- [EXERCISE OBJECTIVE]:
What is needed is an exact copy of every entry below.

(Stored entries)
*** Block opens ***
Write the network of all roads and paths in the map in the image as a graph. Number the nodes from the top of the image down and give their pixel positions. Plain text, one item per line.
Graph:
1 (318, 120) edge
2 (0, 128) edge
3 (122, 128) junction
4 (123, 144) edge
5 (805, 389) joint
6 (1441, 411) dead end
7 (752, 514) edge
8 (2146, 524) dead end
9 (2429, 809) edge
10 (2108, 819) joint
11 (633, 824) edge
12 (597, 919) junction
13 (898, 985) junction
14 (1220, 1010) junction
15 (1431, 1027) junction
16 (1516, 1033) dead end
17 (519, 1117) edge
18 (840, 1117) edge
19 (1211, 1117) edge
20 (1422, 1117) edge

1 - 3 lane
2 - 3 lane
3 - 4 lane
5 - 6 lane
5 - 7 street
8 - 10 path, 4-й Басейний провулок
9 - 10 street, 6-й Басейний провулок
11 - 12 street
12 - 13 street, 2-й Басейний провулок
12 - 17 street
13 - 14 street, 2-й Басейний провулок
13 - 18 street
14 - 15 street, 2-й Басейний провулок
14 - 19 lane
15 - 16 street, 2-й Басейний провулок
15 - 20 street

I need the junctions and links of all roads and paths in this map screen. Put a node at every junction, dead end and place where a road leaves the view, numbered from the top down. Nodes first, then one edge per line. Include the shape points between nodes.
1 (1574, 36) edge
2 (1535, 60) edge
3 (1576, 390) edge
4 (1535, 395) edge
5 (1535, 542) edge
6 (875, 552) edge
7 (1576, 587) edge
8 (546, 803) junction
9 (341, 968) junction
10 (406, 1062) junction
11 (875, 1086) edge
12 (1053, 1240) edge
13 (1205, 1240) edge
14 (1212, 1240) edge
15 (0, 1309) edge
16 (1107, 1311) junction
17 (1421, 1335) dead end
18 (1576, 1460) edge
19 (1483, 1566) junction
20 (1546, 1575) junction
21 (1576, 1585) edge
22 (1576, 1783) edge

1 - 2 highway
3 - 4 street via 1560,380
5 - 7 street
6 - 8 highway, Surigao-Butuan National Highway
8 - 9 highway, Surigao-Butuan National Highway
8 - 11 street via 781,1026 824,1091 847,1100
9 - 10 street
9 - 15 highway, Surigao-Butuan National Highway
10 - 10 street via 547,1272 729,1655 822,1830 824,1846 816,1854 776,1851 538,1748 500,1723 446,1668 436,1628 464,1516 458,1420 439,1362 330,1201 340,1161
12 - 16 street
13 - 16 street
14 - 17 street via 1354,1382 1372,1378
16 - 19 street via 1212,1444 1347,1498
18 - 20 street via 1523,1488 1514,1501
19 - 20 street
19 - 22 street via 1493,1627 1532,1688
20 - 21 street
*** Block closes ***
- [YOUR RESPONSE]:
Write the network of all roads and paths in the map in the image as a graph. Number the nodes from the top of the image down and give their pixel positions. Plain text, one item per line.
Graph:
1 (318, 120) edge
2 (0, 128) edge
3 (122, 128) junction
4 (123, 144) edge
5 (805, 389) joint
6 (1441, 411) dead end
7 (752, 514) edge
8 (2146, 524) dead end
9 (2429, 809) edge
10 (2108, 819) joint
11 (633, 824) edge
12 (597, 919) junction
13 (898, 985) junction
14 (1220, 1010) junction
15 (1431, 1027) junction
16 (1516, 1033) dead end
17 (519, 1117) edge
18 (840, 1117) edge
19 (1211, 1117) edge
20 (1422, 1117) edge

1 - 3 lane
2 - 3 lane
3 - 4 lane
5 - 6 lane
5 - 7 street
8 - 10 path, 4-й Басейний провулок
9 - 10 street, 6-й Басейний провулок
11 - 12 street
12 - 13 street, 2-й Басейний провулок
12 - 17 street
13 - 14 street, 2-й Басейний провулок
13 - 18 street
14 - 15 street, 2-й Басейний провулок
14 - 19 lane
15 - 16 street, 2-й Басейний провулок
15 - 20 street

I need the junctions and links of all roads and paths in this map screen. Put a node at every junction, dead end and place where a road leaves the view, numbered from the top down. Nodes first, then one edge per line. Include the shape points between nodes.
1 (1574, 36) edge
2 (1535, 60) edge
3 (1576, 390) edge
4 (1535, 395) edge
5 (1535, 542) edge
6 (875, 552) edge
7 (1576, 587) edge
8 (546, 803) junction
9 (341, 968) junction
10 (406, 1062) junction
11 (875, 1086) edge
12 (1053, 1240) edge
13 (1205, 1240) edge
14 (1212, 1240) edge
15 (0, 1309) edge
16 (1107, 1311) junction
17 (1421, 1335) dead end
18 (1576, 1460) edge
19 (1483, 1566) junction
20 (1546, 1575) junction
21 (1576, 1585) edge
22 (1576, 1783) edge

1 - 2 highway
3 - 4 street via 1560,380
5 - 7 street
6 - 8 highway, Surigao-Butuan National Highway
8 - 9 highway, Surigao-Butuan National Highway
8 - 11 street via 781,1026 824,1091 847,1100
9 - 10 street
9 - 15 highway, Surigao-Butuan National Highway
10 - 10 street via 547,1272 729,1655 822,1830 824,1846 816,1854 776,1851 538,1748 500,1723 446,1668 436,1628 464,1516 458,1420 439,1362 330,1201 340,1161
12 - 16 street
13 - 16 street
14 - 17 street via 1354,1382 1372,1378
16 - 19 street via 1212,1444 1347,1498
18 - 20 street via 1523,1488 1514,1501
19 - 20 street
19 - 22 street via 1493,1627 1532,1688
20 - 21 street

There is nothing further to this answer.